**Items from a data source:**
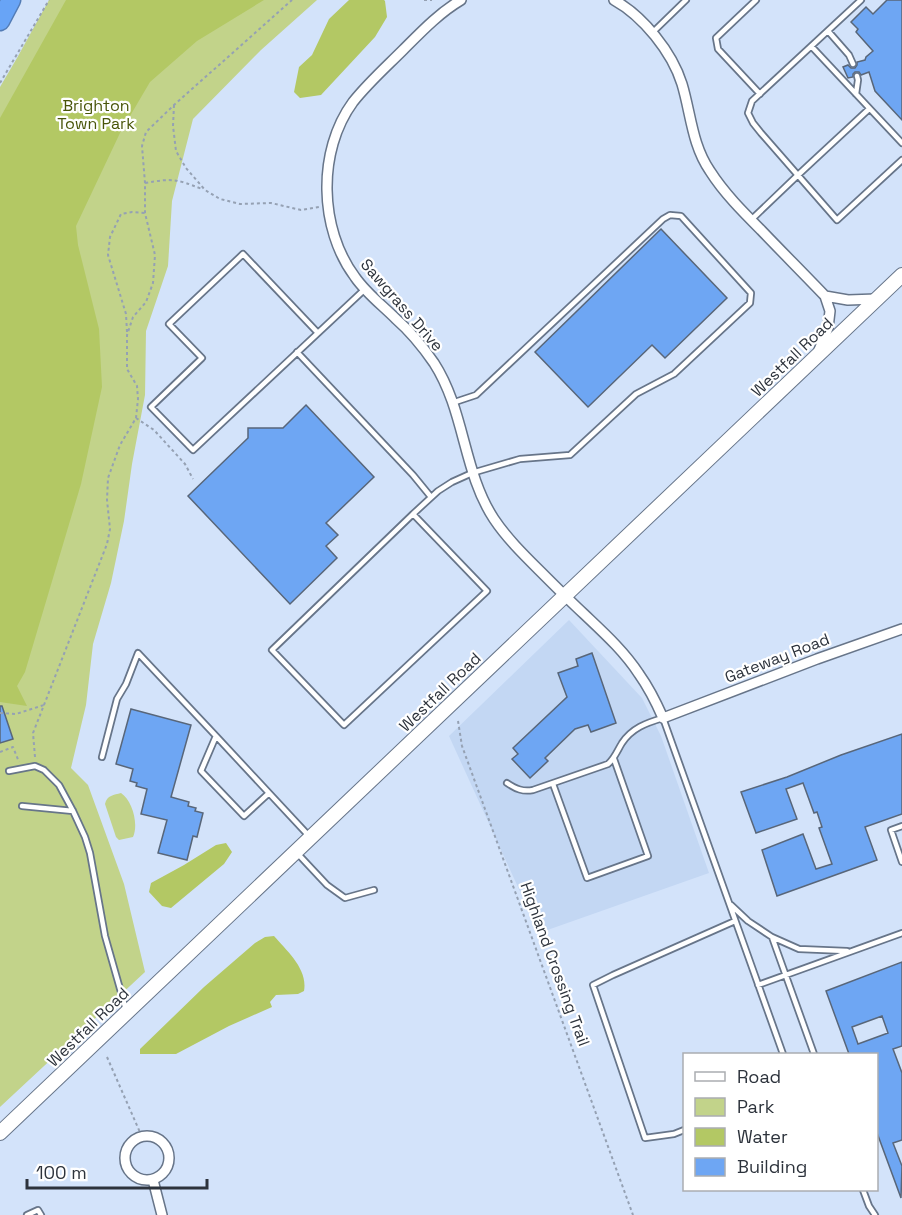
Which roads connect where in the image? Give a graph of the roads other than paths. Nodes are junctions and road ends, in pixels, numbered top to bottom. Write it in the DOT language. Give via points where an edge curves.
graph roads {
  1 [pos="11,0"];
  2 [pos="461,0"];
  3 [pos="614,0"];
  4 [pos="685,0"];
  5 [pos="756,0"];
  6 [pos="861,0"];
  7 [pos="0,21"];
  8 [pos="828,31"];
  9 [pos="652,33"];
  10 [pos="812,47"];
  11 [pos="853,64"];
  12 [pos="857,76"];
  13 [pos="760,94"];
  14 [pos="856,94"];
  15 [pos="869,109"];
  16 [pos="902,143"];
  17 [pos="902,160"];
  18 [pos="798,175"];
  19 [pos="751,220"];
  20 [pos="902,275"];
  21 [pos="365,289"];
  22 [pos="825,296"];
  23 [pos="877,299"];
  24 [pos="318,333"];
  25 [pos="297,352"];
  26 [pos="817,357"];
  27 [pos="452,403"];
  28 [pos="472,473"];
  29 [pos="431,498"];
  30 [pos="413,514"];
  31 [pos="566,596"];
  32 [pos="902,629"];
  33 [pos="663,718"];
  34 [pos="216,736"];
  35 [pos="102,757"];
  36 [pos="614,759"];
  37 [pos="9,771"];
  38 [pos="507,783"];
  39 [pos="553,784"];
  40 [pos="269,793"];
  41 [pos="22,806"];
  42 [pos="73,811"];
  43 [pos="902,826"];
  44 [pos="311,838"];
  45 [pos="297,852"];
  46 [pos="902,862"];
  47 [pos="374,890"];
  48 [pos="729,903"];
  49 [pos="735,921"];
  50 [pos="902,933"];
  51 [pos="772,937"];
  52 [pos="850,952"];
  53 [pos="785,975"];
  54 [pos="758,984"];
  55 [pos="127,1013"];
  56 [pos="783,1053"];
  57 [pos="814,1053"];
  58 [pos="683,1130"];
  59 [pos="0,1133"];
  60 [pos="153,1179"];
  61 [pos="863,1191"];
  62 [pos="27,1215"];
  63 [pos="41,1215"];
  64 [pos="162,1215"];
  65 [pos="875,1215"];
  1 -- 7 [label="highway"];
  2 -- 21 [label="street, Sawgrass Drive" via="436,18 370,82 352,104 333,145 327,187 331,225 344,259"];
  3 -- 9 [label="street"];
  4 -- 9 [label="lane"];
  5 -- 13 [label="lane" via="716,38 718,49"];
  6 -- 8 [label="lane"];
  8 -- 10 [label="lane"];
  8 -- 11 [label="lane"];
  9 -- 19 [label="street" via="677,70 693,136 709,170"];
  10 -- 13 [label="lane"];
  10 -- 14 [label="lane"];
  12 -- 14 [label="lane"];
  13 -- 18 [label="lane" via="752,101 748,113"];
  14 -- 15 [label="lane"];
  15 -- 16 [label="lane"];
  15 -- 18 [label="lane"];
  17 -- 18 [label="lane" via="837,220"];
  18 -- 19 [label="lane"];
  19 -- 22 [label="street"];
  20 -- 23 [label="street, Westfall Road"];
  21 -- 24 [label="lane"];
  21 -- 27 [label="street, Sawgrass Drive" via="426,351"];
  22 -- 23 [label="street"];
  22 -- 26 [label="street" via="830,311 828,328"];
  23 -- 26 [label="street, Westfall Road"];
  24 -- 25 [label="lane"];
  24 -- 25 [label="lane" via="243,254 169,324 202,358 151,407 193,450"];
  25 -- 29 [label="lane"];
  26 -- 31 [label="street, Westfall Road"];
  27 -- 28 [label="street, Sawgrass Drive"];
  27 -- 28 [label="lane" via="476,395 670,215 681,216 752,293 750,303 674,374 636,394 570,455 520,459"];
  28 -- 29 [label="lane"];
  28 -- 31 [label="street, Sawgrass Drive" via="496,522"];
  29 -- 30 [label="lane"];
  30 -- 30 [label="lane" via="272,650 344,725 487,591"];
  31 -- 33 [label="street, Sawgrass Drive" via="611,639 638,672"];
  31 -- 44 [label="street, Westfall Road"];
  32 -- 33 [label="street, Gateway Road"];
  33 -- 36 [label="lane" via="628,735"];
  33 -- 48 [label="lane"];
  34 -- 35 [label="lane" via="138,653 117,699"];
  34 -- 40 [label="lane"];
  34 -- 40 [label="lane" via="201,771 244,816"];
  36 -- 39 [label="lane"];
  36 -- 39 [label="lane" via="648,856 587,878"];
  37 -- 42 [label="lane" via="35,766 48,773"];
  38 -- 39 [label="lane" via="524,791"];
  40 -- 44 [label="lane"];
  41 -- 42 [label="lane"];
  42 -- 55 [label="lane" via="90,853 105,936"];
  43 -- 46 [label="lane" via="891,830"];
  44 -- 45 [label="street, Westfall Road"];
  45 -- 47 [label="lane" via="327,885 345,898"];
  45 -- 55 [label="street, Westfall Road"];
  48 -- 49 [label="lane"];
  48 -- 51 [label="lane"];
  49 -- 54 [label="lane"];
  49 -- 58 [label="lane" via="593,985 645,1138"];
  50 -- 52 [label="lane"];
  51 -- 52 [label="lane" via="799,949"];
  51 -- 53 [label="lane"];
  52 -- 53 [label="lane"];
  53 -- 54 [label="lane"];
  53 -- 57 [label="lane"];
  54 -- 56 [label="lane"];
  55 -- 59 [label="street, Westfall Road"];
  60 -- 60 [label="street" via="136,1177 126,1164 129,1147 142,1137 159,1139 169,1153 166,1170"];
  60 -- 64 [label="street"];
  61 -- 65 [label="lane"];
  62 -- 63 [label="lane" via="38,1210"];
}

**Exercise details:** When you copy the records above, keep every word exact and drop the pictures.

**The completed task:**
Which roads connect where in the image? Give a graph of the roads other than paths. Nodes are junctions and road ends, in pixels, numbered top to bottom. Write it in the DOT language. Give via points where an edge curves.
graph roads {
  1 [pos="11,0"];
  2 [pos="461,0"];
  3 [pos="614,0"];
  4 [pos="685,0"];
  5 [pos="756,0"];
  6 [pos="861,0"];
  7 [pos="0,21"];
  8 [pos="828,31"];
  9 [pos="652,33"];
  10 [pos="812,47"];
  11 [pos="853,64"];
  12 [pos="857,76"];
  13 [pos="760,94"];
  14 [pos="856,94"];
  15 [pos="869,109"];
  16 [pos="902,143"];
  17 [pos="902,160"];
  18 [pos="798,175"];
  19 [pos="751,220"];
  20 [pos="902,275"];
  21 [pos="365,289"];
  22 [pos="825,296"];
  23 [pos="877,299"];
  24 [pos="318,333"];
  25 [pos="297,352"];
  26 [pos="817,357"];
  27 [pos="452,403"];
  28 [pos="472,473"];
  29 [pos="431,498"];
  30 [pos="413,514"];
  31 [pos="566,596"];
  32 [pos="902,629"];
  33 [pos="663,718"];
  34 [pos="216,736"];
  35 [pos="102,757"];
  36 [pos="614,759"];
  37 [pos="9,771"];
  38 [pos="507,783"];
  39 [pos="553,784"];
  40 [pos="269,793"];
  41 [pos="22,806"];
  42 [pos="73,811"];
  43 [pos="902,826"];
  44 [pos="311,838"];
  45 [pos="297,852"];
  46 [pos="902,862"];
  47 [pos="374,890"];
  48 [pos="729,903"];
  49 [pos="735,921"];
  50 [pos="902,933"];
  51 [pos="772,937"];
  52 [pos="850,952"];
  53 [pos="785,975"];
  54 [pos="758,984"];
  55 [pos="127,1013"];
  56 [pos="783,1053"];
  57 [pos="814,1053"];
  58 [pos="683,1130"];
  59 [pos="0,1133"];
  60 [pos="153,1179"];
  61 [pos="863,1191"];
  62 [pos="27,1215"];
  63 [pos="41,1215"];
  64 [pos="162,1215"];
  65 [pos="875,1215"];
  1 -- 7 [label="highway"];
  2 -- 21 [label="street, Sawgrass Drive" via="436,18 370,82 352,104 333,145 327,187 331,225 344,259"];
  3 -- 9 [label="street"];
  4 -- 9 [label="lane"];
  5 -- 13 [label="lane" via="716,38 718,49"];
  6 -- 8 [label="lane"];
  8 -- 10 [label="lane"];
  8 -- 11 [label="lane"];
  9 -- 19 [label="street" via="677,70 693,136 709,170"];
  10 -- 13 [label="lane"];
  10 -- 14 [label="lane"];
  12 -- 14 [label="lane"];
  13 -- 18 [label="lane" via="752,101 748,113"];
  14 -- 15 [label="lane"];
  15 -- 16 [label="lane"];
  15 -- 18 [label="lane"];
  17 -- 18 [label="lane" via="837,220"];
  18 -- 19 [label="lane"];
  19 -- 22 [label="street"];
  20 -- 23 [label="street, Westfall Road"];
  21 -- 24 [label="lane"];
  21 -- 27 [label="street, Sawgrass Drive" via="426,351"];
  22 -- 23 [label="street"];
  22 -- 26 [label="street" via="830,311 828,328"];
  23 -- 26 [label="street, Westfall Road"];
  24 -- 25 [label="lane"];
  24 -- 25 [label="lane" via="243,254 169,324 202,358 151,407 193,450"];
  25 -- 29 [label="lane"];
  26 -- 31 [label="street, Westfall Road"];
  27 -- 28 [label="street, Sawgrass Drive"];
  27 -- 28 [label="lane" via="476,395 670,215 681,216 752,293 750,303 674,374 636,394 570,455 520,459"];
  28 -- 29 [label="lane"];
  28 -- 31 [label="street, Sawgrass Drive" via="496,522"];
  29 -- 30 [label="lane"];
  30 -- 30 [label="lane" via="272,650 344,725 487,591"];
  31 -- 33 [label="street, Sawgrass Drive" via="611,639 638,672"];
  31 -- 44 [label="street, Westfall Road"];
  32 -- 33 [label="street, Gateway Road"];
  33 -- 36 [label="lane" via="628,735"];
  33 -- 48 [label="lane"];
  34 -- 35 [label="lane" via="138,653 117,699"];
  34 -- 40 [label="lane"];
  34 -- 40 [label="lane" via="201,771 244,816"];
  36 -- 39 [label="lane"];
  36 -- 39 [label="lane" via="648,856 587,878"];
  37 -- 42 [label="lane" via="35,766 48,773"];
  38 -- 39 [label="lane" via="524,791"];
  40 -- 44 [label="lane"];
  41 -- 42 [label="lane"];
  42 -- 55 [label="lane" via="90,853 105,936"];
  43 -- 46 [label="lane" via="891,830"];
  44 -- 45 [label="street, Westfall Road"];
  45 -- 47 [label="lane" via="327,885 345,898"];
  45 -- 55 [label="street, Westfall Road"];
  48 -- 49 [label="lane"];
  48 -- 51 [label="lane"];
  49 -- 54 [label="lane"];
  49 -- 58 [label="lane" via="593,985 645,1138"];
  50 -- 52 [label="lane"];
  51 -- 52 [label="lane" via="799,949"];
  51 -- 53 [label="lane"];
  52 -- 53 [label="lane"];
  53 -- 54 [label="lane"];
  53 -- 57 [label="lane"];
  54 -- 56 [label="lane"];
  55 -- 59 [label="street, Westfall Road"];
  60 -- 60 [label="street" via="136,1177 126,1164 129,1147 142,1137 159,1139 169,1153 166,1170"];
  60 -- 64 [label="street"];
  61 -- 65 [label="lane"];
  62 -- 63 [label="lane" via="38,1210"];
}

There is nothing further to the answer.